Simon often struggles to present his playing in what he considers the best light under the objectifying gaze of an audience, as he perceives it. Although he is a capable player, the stimulus of auditions, exams and performances tends to reveal serious insecurities in his playing. Helping him become aware of his ‘end-gaining’ – his overwhelming anxiety to ‘get it right’ – and noticing how this relates to a loss of an easy balance and energetic relationship with the ground has proved invaluable in addressing and solving these and other violinistic issues.

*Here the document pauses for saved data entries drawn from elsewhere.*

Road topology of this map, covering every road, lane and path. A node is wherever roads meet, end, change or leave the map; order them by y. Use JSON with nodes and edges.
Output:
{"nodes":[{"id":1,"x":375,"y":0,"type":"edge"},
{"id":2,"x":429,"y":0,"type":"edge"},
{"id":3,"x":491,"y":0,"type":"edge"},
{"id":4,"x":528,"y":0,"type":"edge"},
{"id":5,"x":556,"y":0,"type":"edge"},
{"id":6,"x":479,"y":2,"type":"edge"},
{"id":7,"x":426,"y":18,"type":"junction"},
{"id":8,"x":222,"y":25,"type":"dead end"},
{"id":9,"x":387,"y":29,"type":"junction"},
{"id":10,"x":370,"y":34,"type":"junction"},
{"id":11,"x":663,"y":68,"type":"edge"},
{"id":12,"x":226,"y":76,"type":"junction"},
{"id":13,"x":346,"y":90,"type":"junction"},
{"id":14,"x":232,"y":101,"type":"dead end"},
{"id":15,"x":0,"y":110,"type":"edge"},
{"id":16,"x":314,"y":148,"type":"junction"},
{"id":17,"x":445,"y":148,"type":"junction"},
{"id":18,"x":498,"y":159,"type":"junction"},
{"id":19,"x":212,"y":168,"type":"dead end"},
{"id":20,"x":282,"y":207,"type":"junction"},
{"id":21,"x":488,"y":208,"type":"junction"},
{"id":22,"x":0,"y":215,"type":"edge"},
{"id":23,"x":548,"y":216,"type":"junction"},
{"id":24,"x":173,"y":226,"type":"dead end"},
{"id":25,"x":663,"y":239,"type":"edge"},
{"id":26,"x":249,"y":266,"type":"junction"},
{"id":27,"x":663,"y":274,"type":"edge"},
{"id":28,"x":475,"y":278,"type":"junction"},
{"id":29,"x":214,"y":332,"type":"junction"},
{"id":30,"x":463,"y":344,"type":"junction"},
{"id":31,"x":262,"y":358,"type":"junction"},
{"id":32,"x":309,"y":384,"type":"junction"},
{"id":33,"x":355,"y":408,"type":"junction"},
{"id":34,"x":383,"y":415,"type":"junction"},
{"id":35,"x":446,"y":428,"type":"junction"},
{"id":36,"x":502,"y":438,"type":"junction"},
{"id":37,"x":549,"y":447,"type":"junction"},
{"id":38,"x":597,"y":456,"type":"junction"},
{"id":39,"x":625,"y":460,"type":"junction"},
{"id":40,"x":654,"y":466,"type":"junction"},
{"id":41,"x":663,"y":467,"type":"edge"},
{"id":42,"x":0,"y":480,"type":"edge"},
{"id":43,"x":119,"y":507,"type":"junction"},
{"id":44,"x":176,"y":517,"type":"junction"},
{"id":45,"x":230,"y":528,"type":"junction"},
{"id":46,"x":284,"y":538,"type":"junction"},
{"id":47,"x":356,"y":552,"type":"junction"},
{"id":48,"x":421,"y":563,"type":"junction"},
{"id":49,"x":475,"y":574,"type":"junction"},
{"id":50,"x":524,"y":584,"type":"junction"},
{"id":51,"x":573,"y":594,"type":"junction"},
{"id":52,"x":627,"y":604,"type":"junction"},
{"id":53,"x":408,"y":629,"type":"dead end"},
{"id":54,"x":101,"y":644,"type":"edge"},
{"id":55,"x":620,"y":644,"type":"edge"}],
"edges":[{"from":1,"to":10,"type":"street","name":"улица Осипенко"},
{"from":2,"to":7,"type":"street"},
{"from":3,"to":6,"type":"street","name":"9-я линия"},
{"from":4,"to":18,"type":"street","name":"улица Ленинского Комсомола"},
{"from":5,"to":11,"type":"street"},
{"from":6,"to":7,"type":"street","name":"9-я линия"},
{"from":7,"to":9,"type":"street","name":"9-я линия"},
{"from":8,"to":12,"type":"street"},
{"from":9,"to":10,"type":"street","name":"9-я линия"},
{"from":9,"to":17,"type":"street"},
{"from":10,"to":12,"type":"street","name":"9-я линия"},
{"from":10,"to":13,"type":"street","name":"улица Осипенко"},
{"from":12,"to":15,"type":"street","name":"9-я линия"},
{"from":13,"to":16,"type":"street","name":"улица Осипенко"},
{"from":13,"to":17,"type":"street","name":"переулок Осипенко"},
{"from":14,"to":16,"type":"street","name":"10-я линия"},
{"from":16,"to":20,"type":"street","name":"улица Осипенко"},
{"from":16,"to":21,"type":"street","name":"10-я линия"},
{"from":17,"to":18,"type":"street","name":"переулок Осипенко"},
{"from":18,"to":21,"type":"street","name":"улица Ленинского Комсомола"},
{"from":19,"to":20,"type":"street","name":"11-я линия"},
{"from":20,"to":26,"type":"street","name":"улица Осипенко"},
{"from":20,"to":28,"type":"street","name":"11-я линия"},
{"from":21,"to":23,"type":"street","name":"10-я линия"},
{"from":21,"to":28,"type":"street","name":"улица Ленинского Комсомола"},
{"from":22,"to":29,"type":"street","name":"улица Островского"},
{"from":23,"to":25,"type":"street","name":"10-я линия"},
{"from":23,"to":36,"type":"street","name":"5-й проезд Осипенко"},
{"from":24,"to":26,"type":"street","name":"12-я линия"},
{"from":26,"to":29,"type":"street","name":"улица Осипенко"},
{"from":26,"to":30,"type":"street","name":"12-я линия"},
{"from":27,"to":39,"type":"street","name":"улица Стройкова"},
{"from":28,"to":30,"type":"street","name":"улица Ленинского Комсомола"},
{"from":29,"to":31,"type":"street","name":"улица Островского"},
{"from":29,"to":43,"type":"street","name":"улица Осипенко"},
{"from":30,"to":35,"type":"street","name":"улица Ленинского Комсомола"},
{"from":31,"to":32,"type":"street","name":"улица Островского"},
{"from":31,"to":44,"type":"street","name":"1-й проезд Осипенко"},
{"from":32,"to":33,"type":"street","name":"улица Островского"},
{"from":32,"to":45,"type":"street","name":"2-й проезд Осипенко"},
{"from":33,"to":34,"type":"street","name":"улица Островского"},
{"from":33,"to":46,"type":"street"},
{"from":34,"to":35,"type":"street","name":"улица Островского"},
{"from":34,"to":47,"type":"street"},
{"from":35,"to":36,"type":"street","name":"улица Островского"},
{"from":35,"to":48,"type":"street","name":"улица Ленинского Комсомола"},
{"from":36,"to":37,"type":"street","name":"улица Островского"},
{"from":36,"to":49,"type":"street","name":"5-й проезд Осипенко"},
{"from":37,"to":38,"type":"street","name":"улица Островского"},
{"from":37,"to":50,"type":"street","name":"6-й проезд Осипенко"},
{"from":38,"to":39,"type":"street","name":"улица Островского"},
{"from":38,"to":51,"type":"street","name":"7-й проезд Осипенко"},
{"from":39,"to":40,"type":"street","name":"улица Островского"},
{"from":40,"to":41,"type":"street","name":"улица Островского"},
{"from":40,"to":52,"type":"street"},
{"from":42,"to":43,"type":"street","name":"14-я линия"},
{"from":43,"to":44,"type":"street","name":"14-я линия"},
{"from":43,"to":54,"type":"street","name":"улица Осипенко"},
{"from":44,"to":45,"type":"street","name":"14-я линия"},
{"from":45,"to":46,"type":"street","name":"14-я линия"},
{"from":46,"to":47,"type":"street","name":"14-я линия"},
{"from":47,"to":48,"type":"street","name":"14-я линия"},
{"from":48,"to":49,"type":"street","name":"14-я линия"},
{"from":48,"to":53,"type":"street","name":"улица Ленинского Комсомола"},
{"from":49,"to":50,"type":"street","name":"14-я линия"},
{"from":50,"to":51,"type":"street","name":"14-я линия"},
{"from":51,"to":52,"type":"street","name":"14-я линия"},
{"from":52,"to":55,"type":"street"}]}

Simon takes Mozart’s Violin Concerto no.5 in A major K219 and plays the Allegro aperto of the solo exposition (example 1). Differences of opinion about musical gesture and characterisation aside, Simon’s playing is full of minor textual errors, rhythmic instability, muddy intonation and insecure shifts. It is, despite his obvious ability, musically incoherent. In playing for me, he might appear to have registered a challenge to his sense of self – the experience, perhaps, of being tested, rather than of ‘giving’. I sense an overarching, causative thread of ‘over-doing’ which is spoiling his playing, and decide that an exploration of his basic balance will be key in uncovering and eventually solving his problems.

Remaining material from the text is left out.